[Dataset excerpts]

━━━━━━

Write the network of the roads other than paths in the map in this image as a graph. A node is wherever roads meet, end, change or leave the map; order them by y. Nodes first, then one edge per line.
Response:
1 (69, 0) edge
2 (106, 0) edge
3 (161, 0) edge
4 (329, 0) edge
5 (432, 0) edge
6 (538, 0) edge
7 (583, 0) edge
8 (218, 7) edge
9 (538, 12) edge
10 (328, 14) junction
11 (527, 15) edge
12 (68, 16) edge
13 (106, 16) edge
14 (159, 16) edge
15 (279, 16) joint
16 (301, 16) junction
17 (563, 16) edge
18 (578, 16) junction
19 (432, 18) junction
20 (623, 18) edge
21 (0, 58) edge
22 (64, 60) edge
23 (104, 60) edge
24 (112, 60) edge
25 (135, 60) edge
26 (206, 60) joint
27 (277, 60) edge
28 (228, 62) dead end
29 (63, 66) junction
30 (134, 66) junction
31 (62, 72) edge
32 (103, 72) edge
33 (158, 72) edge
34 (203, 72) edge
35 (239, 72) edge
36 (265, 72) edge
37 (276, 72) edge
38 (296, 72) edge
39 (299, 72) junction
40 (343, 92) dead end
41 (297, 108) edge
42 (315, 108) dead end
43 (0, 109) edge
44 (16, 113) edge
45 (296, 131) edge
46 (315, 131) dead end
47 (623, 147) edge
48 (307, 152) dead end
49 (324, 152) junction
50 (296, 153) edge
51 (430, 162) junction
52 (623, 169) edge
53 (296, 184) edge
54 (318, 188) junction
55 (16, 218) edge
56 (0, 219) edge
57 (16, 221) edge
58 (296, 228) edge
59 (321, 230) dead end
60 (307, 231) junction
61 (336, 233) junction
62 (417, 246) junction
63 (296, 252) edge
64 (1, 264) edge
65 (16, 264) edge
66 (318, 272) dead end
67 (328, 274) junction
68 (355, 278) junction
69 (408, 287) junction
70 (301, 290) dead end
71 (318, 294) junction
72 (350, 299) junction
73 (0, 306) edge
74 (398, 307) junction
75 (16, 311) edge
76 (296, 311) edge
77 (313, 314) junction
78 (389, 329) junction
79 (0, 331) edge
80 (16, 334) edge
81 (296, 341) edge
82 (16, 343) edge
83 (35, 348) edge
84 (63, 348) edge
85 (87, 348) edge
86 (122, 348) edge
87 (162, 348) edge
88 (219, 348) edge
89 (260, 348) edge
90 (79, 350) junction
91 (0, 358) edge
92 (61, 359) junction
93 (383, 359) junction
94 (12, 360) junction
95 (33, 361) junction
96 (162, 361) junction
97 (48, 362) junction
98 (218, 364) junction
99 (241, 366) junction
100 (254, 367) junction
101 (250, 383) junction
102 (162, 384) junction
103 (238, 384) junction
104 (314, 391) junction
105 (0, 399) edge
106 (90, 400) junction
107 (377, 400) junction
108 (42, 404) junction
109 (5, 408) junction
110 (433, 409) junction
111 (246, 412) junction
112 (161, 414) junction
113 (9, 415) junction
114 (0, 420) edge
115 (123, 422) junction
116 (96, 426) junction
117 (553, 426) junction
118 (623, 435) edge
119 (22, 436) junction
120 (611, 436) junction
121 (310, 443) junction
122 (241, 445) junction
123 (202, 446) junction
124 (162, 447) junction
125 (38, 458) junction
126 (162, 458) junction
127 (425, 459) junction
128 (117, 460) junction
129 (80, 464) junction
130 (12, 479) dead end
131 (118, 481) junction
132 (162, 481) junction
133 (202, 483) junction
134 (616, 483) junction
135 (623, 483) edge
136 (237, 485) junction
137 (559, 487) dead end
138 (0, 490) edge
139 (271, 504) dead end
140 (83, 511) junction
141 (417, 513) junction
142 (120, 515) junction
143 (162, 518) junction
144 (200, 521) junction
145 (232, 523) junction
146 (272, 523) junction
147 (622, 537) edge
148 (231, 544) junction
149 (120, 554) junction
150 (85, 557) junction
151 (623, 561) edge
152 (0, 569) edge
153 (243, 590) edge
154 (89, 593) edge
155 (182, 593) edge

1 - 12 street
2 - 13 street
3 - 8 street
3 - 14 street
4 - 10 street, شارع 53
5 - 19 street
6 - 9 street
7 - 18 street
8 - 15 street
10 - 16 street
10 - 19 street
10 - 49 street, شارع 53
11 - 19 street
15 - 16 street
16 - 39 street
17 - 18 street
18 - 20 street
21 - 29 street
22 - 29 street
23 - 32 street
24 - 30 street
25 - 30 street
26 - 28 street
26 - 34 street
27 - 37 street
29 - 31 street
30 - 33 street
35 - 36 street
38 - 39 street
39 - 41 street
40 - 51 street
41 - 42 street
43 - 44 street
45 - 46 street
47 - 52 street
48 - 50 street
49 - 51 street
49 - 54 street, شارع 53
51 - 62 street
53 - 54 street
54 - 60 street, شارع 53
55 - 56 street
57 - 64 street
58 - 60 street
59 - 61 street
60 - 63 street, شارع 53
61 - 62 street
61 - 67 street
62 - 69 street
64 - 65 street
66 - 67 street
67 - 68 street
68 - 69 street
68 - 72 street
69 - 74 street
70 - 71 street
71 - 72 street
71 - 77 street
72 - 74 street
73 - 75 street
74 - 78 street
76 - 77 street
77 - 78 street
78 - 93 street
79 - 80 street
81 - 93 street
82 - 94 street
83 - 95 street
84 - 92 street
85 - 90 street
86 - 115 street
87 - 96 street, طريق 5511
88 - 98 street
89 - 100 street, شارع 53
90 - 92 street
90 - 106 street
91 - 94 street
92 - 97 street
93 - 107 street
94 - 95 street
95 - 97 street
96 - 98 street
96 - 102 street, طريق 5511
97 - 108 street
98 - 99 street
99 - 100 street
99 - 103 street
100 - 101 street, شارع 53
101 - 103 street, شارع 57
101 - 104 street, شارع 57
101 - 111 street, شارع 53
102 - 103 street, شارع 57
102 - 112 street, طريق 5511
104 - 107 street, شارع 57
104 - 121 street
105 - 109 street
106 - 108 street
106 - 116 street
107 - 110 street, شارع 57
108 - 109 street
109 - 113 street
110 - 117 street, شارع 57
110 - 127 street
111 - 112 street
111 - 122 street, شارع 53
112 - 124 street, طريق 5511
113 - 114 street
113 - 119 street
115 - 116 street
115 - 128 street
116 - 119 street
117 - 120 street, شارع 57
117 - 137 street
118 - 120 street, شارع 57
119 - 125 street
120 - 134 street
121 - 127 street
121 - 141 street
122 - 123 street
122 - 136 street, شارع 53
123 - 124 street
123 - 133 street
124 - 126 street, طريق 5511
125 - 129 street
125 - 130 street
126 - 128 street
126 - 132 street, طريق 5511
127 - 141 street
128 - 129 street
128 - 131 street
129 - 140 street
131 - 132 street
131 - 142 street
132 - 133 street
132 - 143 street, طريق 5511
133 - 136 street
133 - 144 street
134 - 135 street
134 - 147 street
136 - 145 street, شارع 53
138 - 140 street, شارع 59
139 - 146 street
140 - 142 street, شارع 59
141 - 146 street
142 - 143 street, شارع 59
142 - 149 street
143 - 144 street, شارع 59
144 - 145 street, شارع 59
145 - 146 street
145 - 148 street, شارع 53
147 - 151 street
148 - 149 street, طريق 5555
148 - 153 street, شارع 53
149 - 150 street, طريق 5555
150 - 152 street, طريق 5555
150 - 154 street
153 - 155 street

━━━━━━

*WHAT YOU HAVE TO DO*. Every entry above should be written out again, precisely.

*EXERCISE ANSWER*.
Write the network of the roads other than paths in the map in this image as a graph. A node is wherever roads meet, end, change or leave the map; order them by y. Nodes first, then one edge per line.
Response:
1 (69, 0) edge
2 (106, 0) edge
3 (161, 0) edge
4 (329, 0) edge
5 (432, 0) edge
6 (538, 0) edge
7 (583, 0) edge
8 (218, 7) edge
9 (538, 12) edge
10 (328, 14) junction
11 (527, 15) edge
12 (68, 16) edge
13 (106, 16) edge
14 (159, 16) edge
15 (279, 16) joint
16 (301, 16) junction
17 (563, 16) edge
18 (578, 16) junction
19 (432, 18) junction
20 (623, 18) edge
21 (0, 58) edge
22 (64, 60) edge
23 (104, 60) edge
24 (112, 60) edge
25 (135, 60) edge
26 (206, 60) joint
27 (277, 60) edge
28 (228, 62) dead end
29 (63, 66) junction
30 (134, 66) junction
31 (62, 72) edge
32 (103, 72) edge
33 (158, 72) edge
34 (203, 72) edge
35 (239, 72) edge
36 (265, 72) edge
37 (276, 72) edge
38 (296, 72) edge
39 (299, 72) junction
40 (343, 92) dead end
41 (297, 108) edge
42 (315, 108) dead end
43 (0, 109) edge
44 (16, 113) edge
45 (296, 131) edge
46 (315, 131) dead end
47 (623, 147) edge
48 (307, 152) dead end
49 (324, 152) junction
50 (296, 153) edge
51 (430, 162) junction
52 (623, 169) edge
53 (296, 184) edge
54 (318, 188) junction
55 (16, 218) edge
56 (0, 219) edge
57 (16, 221) edge
58 (296, 228) edge
59 (321, 230) dead end
60 (307, 231) junction
61 (336, 233) junction
62 (417, 246) junction
63 (296, 252) edge
64 (1, 264) edge
65 (16, 264) edge
66 (318, 272) dead end
67 (328, 274) junction
68 (355, 278) junction
69 (408, 287) junction
70 (301, 290) dead end
71 (318, 294) junction
72 (350, 299) junction
73 (0, 306) edge
74 (398, 307) junction
75 (16, 311) edge
76 (296, 311) edge
77 (313, 314) junction
78 (389, 329) junction
79 (0, 331) edge
80 (16, 334) edge
81 (296, 341) edge
82 (16, 343) edge
83 (35, 348) edge
84 (63, 348) edge
85 (87, 348) edge
86 (122, 348) edge
87 (162, 348) edge
88 (219, 348) edge
89 (260, 348) edge
90 (79, 350) junction
91 (0, 358) edge
92 (61, 359) junction
93 (383, 359) junction
94 (12, 360) junction
95 (33, 361) junction
96 (162, 361) junction
97 (48, 362) junction
98 (218, 364) junction
99 (241, 366) junction
100 (254, 367) junction
101 (250, 383) junction
102 (162, 384) junction
103 (238, 384) junction
104 (314, 391) junction
105 (0, 399) edge
106 (90, 400) junction
107 (377, 400) junction
108 (42, 404) junction
109 (5, 408) junction
110 (433, 409) junction
111 (246, 412) junction
112 (161, 414) junction
113 (9, 415) junction
114 (0, 420) edge
115 (123, 422) junction
116 (96, 426) junction
117 (553, 426) junction
118 (623, 435) edge
119 (22, 436) junction
120 (611, 436) junction
121 (310, 443) junction
122 (241, 445) junction
123 (202, 446) junction
124 (162, 447) junction
125 (38, 458) junction
126 (162, 458) junction
127 (425, 459) junction
128 (117, 460) junction
129 (80, 464) junction
130 (12, 479) dead end
131 (118, 481) junction
132 (162, 481) junction
133 (202, 483) junction
134 (616, 483) junction
135 (623, 483) edge
136 (237, 485) junction
137 (559, 487) dead end
138 (0, 490) edge
139 (271, 504) dead end
140 (83, 511) junction
141 (417, 513) junction
142 (120, 515) junction
143 (162, 518) junction
144 (200, 521) junction
145 (232, 523) junction
146 (272, 523) junction
147 (622, 537) edge
148 (231, 544) junction
149 (120, 554) junction
150 (85, 557) junction
151 (623, 561) edge
152 (0, 569) edge
153 (243, 590) edge
154 (89, 593) edge
155 (182, 593) edge

1 - 12 street
2 - 13 street
3 - 8 street
3 - 14 street
4 - 10 street, شارع 53
5 - 19 street
6 - 9 street
7 - 18 street
8 - 15 street
10 - 16 street
10 - 19 street
10 - 49 street, شارع 53
11 - 19 street
15 - 16 street
16 - 39 street
17 - 18 street
18 - 20 street
21 - 29 street
22 - 29 street
23 - 32 street
24 - 30 street
25 - 30 street
26 - 28 street
26 - 34 street
27 - 37 street
29 - 31 street
30 - 33 street
35 - 36 street
38 - 39 street
39 - 41 street
40 - 51 street
41 - 42 street
43 - 44 street
45 - 46 street
47 - 52 street
48 - 50 street
49 - 51 street
49 - 54 street, شارع 53
51 - 62 street
53 - 54 street
54 - 60 street, شارع 53
55 - 56 street
57 - 64 street
58 - 60 street
59 - 61 street
60 - 63 street, شارع 53
61 - 62 street
61 - 67 street
62 - 69 street
64 - 65 street
66 - 67 street
67 - 68 street
68 - 69 street
68 - 72 street
69 - 74 street
70 - 71 street
71 - 72 street
71 - 77 street
72 - 74 street
73 - 75 street
74 - 78 street
76 - 77 street
77 - 78 street
78 - 93 street
79 - 80 street
81 - 93 street
82 - 94 street
83 - 95 street
84 - 92 street
85 - 90 street
86 - 115 street
87 - 96 street, طريق 5511
88 - 98 street
89 - 100 street, شارع 53
90 - 92 street
90 - 106 street
91 - 94 street
92 - 97 street
93 - 107 street
94 - 95 street
95 - 97 street
96 - 98 street
96 - 102 street, طريق 5511
97 - 108 street
98 - 99 street
99 - 100 street
99 - 103 street
100 - 101 street, شارع 53
101 - 103 street, شارع 57
101 - 104 street, شارع 57
101 - 111 street, شارع 53
102 - 103 street, شارع 57
102 - 112 street, طريق 5511
104 - 107 street, شارع 57
104 - 121 street
105 - 109 street
106 - 108 street
106 - 116 street
107 - 110 street, شارع 57
108 - 109 street
109 - 113 street
110 - 117 street, شارع 57
110 - 127 street
111 - 112 street
111 - 122 street, شارع 53
112 - 124 street, طريق 5511
113 - 114 street
113 - 119 street
115 - 116 street
115 - 128 street
116 - 119 street
117 - 120 street, شارع 57
117 - 137 street
118 - 120 street, شارع 57
119 - 125 street
120 - 134 street
121 - 127 street
121 - 141 street
122 - 123 street
122 - 136 street, شارع 53
123 - 124 street
123 - 133 street
124 - 126 street, طريق 5511
125 - 129 street
125 - 130 street
126 - 128 street
126 - 132 street, طريق 5511
127 - 141 street
128 - 129 street
128 - 131 street
129 - 140 street
131 - 132 street
131 - 142 street
132 - 133 street
132 - 143 street, طريق 5511
133 - 136 street
133 - 144 street
134 - 135 street
134 - 147 street
136 - 145 street, شارع 53
138 - 140 street, شارع 59
139 - 146 street
140 - 142 street, شارع 59
141 - 146 street
142 - 143 street, شارع 59
142 - 149 street
143 - 144 street, شارع 59
144 - 145 street, شارع 59
145 - 146 street
145 - 148 street, شارع 53
147 - 151 street
148 - 149 street, طريق 5555
148 - 153 street, شارع 53
149 - 150 street, طريق 5555
150 - 152 street, طريق 5555
150 - 154 street
153 - 155 street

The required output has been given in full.